LightWave and 3D Studio MAX scene import/export
For working with real places or serious GIS data, 3D Nature offers a
more professional product, Visual Nature Studio, listed on
Commercial Packages
A terrain heightfield generator, for Windows, $90 Standard / $180 Pro
Uses an interesting graph-based visual design approach, connecting a
series of operations (noise, erosion etc.) in a easy-to-use visual manner
Imports/exports to Raw, TGA, BMP, Leveller, and Terragen
2D & OpenGL views, many Perlin Noise generator styles, weathering
and fluvial erosion, real-time previews of all adjustments
Older / Historical
aeliom
Was $85 standard / $1200 for commercial use, free for non-commercial use,
from iLuaC software (France)
generates and does realtime rendering of strange alien terrain, with
sophisticated shading
unlike most of the other programs of its type, the rendering is full
quality in realtime
appears to have been updated up to 2003
Alias Maya / Terraformer
apparently 'Terraformer" was a powerful module, for creating
terrain with water and vegetation, once bundled with Alias Power Animator,
not later mentioned on the Alias site
later, Maya contained a module 'Artisan' which allowedyou to "paint"
and "sculpt" terrain surfaces, even non-heightfields like caves
open-source project which focused on simulating artificial life, but
does so in an environment with terrain simulation features: flowing rivers,
water currents, cloud formation and rain, and reproducing plants that grow
in real time
built with Delphi and GLScene
apparently was active from 2002 to 2003, now dormant at version 1.0.1
Dreamlands
was at www.dreamlands.to (Tanzanite Software); apparently gone as of
2014
generates "a variety of heightmaps and texturemaps"
free for small output; $100 or more for large output
also generates lightmaps and normalmaps, and can produce spherical output
geometry
formats are .raw and .bmp, and .3ds for model otput
FreeWorld3D
(freeworld3d.org)
was $30 for Windows
create and edit heightfields up to 2048*2048, paint with textures, cast
shadows, place 3D models, distribute plants, procedural roads
import and export of heightfields is via "BMP, 8bit RAW, 16bit
RAW and 32bit RAW", or export to a number of 3D model formats (3DS,
OBJ, X, etc.)
strongly OpenGL-based
Gscape Real-time Procedural World Editor (2002-2004)

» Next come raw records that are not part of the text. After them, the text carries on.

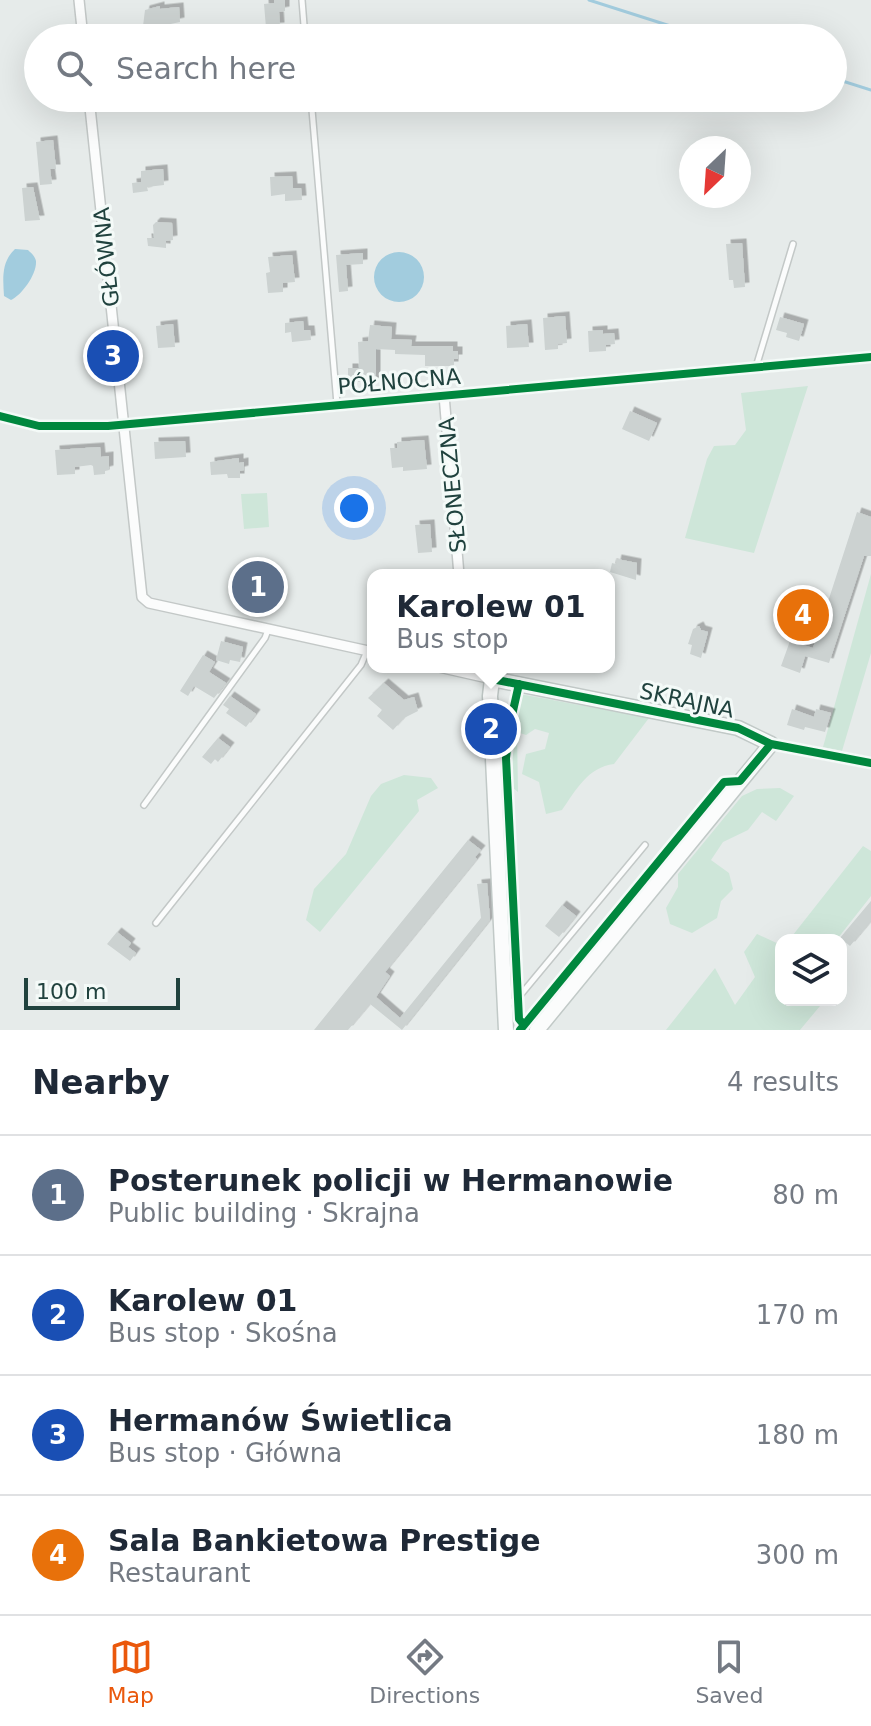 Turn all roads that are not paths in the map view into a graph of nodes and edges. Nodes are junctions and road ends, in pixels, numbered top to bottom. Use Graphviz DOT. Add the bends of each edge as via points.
graph roads {
  1 [pos="79,0"];
  2 [pos="302,0"];
  3 [pos="82,24"];
  4 [pos="304,24"];
  5 [pos="91,112"];
  6 [pos="312,112"];
  7 [pos="793,244"];
  8 [pos="871,357"];
  9 [pos="756,368"];
  10 [pos="444,395"];
  11 [pos="337,405"];
  12 [pos="0,416"];
  13 [pos="124,424"];
  14 [pos="458,569"];
  15 [pos="268,629"];
  16 [pos="367,651"];
  17 [pos="367,656"];
  18 [pos="473,673"];
  19 [pos="492,679"];
  20 [pos="771,744"];
  21 [pos="871,763"];
  22 [pos="144,805"];
  23 [pos="645,845"];
  24 [pos="156,923"];
  25 [pos="505,1006"];
  26 [pos="506,1030"];
  27 [pos="537,1030"];
  1 -- 3 [label="street"];
  2 -- 4 [label="lane"];
  5 -- 13 [label="street, GŁÓWNA"];
  6 -- 11 [label="lane"];
  7 -- 9 [label="lane"];
  8 -- 9 [label="street, PÓŁNOCNA"];
  9 -- 10 [label="street, PÓŁNOCNA"];
  10 -- 11 [label="street, PÓŁNOCNA"];
  10 -- 14 [label="street, SŁONECZNA"];
  11 -- 13 [label="street, PÓŁNOCNA"];
  12 -- 13 [label="street, PÓŁNOCNA" via="39,426"];
  13 -- 15 [label="street, GŁÓWNA" via="141,593 149,603"];
  15 -- 16 [label="street"];
  15 -- 22 [label="lane"];
  17 -- 24 [label="lane"];
  18 -- 19 [label="street, SKRAJNA"];
  19 -- 20 [label="street, SKRAJNA" via="738,728"];
  19 -- 25 [label="street"];
  20 -- 21 [label="street, SKRAJNA"];
  20 -- 27 [label="street"];
  23 -- 25 [label="lane" via="518,998"];
  25 -- 26 [label="street"];
}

includes a GUI editing environment and a DLL which can be used by other
applications
both are free for non-commercial use
features include blending of surface textures, attractive water, procedural
and billboard vegetation that casts shadows, and sky colors by time of day
does not import or export any kind of data, so it is not meant for use
with actual terrain
the DLL does not provide direct access to the heightfield, so it is
not possible to work around the lack of an import feature
website at www.gscape.com vanished by 2004
MojoWorld (1990s - 2012)
Was $480
/ $200 academic, from Pandromeda, Inc., for Mac or Windows
generates beautiful artificial landscapes, at any level of detail from
whole planets to tiny details
interactively fly freely around a subsample of the landscape, then render
a full-detail image on demand
extra modules like MojoTree ($70) and MojoMove ($100) add features,
e.g. trees and animation
Volumetrics
was a a free experimental volumetric rendering engine, interfaced as a plugin
for MojoWorld
produced photorealistic, painted-like, and completely abstract images
of clouds and isosurfaces
TechNature
(http://www.tanzanite.to/)
a collection of rendering, math, and texturing functions that "grow"
3-D planets, and vegetation
claims "true reflections, realistic trees, zero distortion terrain
texture mapping"
$215 license for the source code
D3D-only
VistaPro4
the great-grandfather of non-realtime terrain rendering programs, from
the mid-1980s, which has gone through many different hands, although the
UI looks much the same as it did in 1990
Apparently still had a user base as of 2004. At one point in 2005, it
was $50 from a company called VendorNation.
Similar to Bryce, WCS etc. but less sophisticated and now very cheap
reads only single DEMs and image formats, capable of decent water surfaces
Voxel World
a small freeware terrain and volumetric atmosphere/cloud rendering program
by Dmytry Lavrov
did 3D light and 3D fog in near-realtime (software rendering)
the author explains: despite the name, "actually voxelworld doesn't
do any caves, only fog is voxel and landscape is just heightfield."